Jorja Smith posée sur un plateau télé. Aux aguets. Pesant le moindre mot, pour n’offrir aucune prise pour l’atteindre. C’est le spectacle que nous avons découvert par hasard un soir ordinaire. Puis la voici sur scène… Un souffle chaud et caressant nous a parcouru de la nuque jusqu’au ventre. En 2018, les Last Poets ont sorti leur premier album depuis plus de 20 ans. Si les légendes vivantes veulent transmettre le flambeau, ils peuvent le confier en toute confiance à la jeune anglaise au regard acéré. Ou à Janelle Monae qui est toujours aussi frappée. Ou à Anthony Joseph, qui met plus de Caraïbes que jamais dans son cocktail afro-latino-américain de haute volée.

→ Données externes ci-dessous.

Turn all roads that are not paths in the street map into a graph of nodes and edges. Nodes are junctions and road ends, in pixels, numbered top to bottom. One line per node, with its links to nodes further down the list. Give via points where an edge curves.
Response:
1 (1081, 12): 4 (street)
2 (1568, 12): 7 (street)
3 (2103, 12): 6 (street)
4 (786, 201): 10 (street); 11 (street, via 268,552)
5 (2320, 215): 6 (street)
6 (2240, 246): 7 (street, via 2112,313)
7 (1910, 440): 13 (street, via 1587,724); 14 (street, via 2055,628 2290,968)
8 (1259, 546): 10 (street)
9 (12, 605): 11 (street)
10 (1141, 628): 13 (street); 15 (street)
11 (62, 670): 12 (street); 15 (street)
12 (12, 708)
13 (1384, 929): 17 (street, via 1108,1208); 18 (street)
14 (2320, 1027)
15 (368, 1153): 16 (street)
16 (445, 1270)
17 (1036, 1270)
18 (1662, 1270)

Ah… oh…. Enfin, l’artiste avec qui j’entretiens une histoire d’amour de fan transi est retournée en studio. Même si elle est moins à cran, et inégalement inspirée, Cat Power est revenue vers les styles qui nous ont fait tomber en amour. Rien que pour cela, et pour cette reprise de Rihanna, merci ! « I want you to stay », s’il y a bien une phrase que l’on rêve d’entendre d’elle, et de lui adresser, la voici. Il s’en passe toujours de belles en Amérique, avec US Girls par exemple, ou Okkervil river. Nos vieilles amours se portent bien, ce n’est pas Neneh Cherry qui dira le contraire, son retour aussi nous a mis le sourire jusqu’aux oreilles.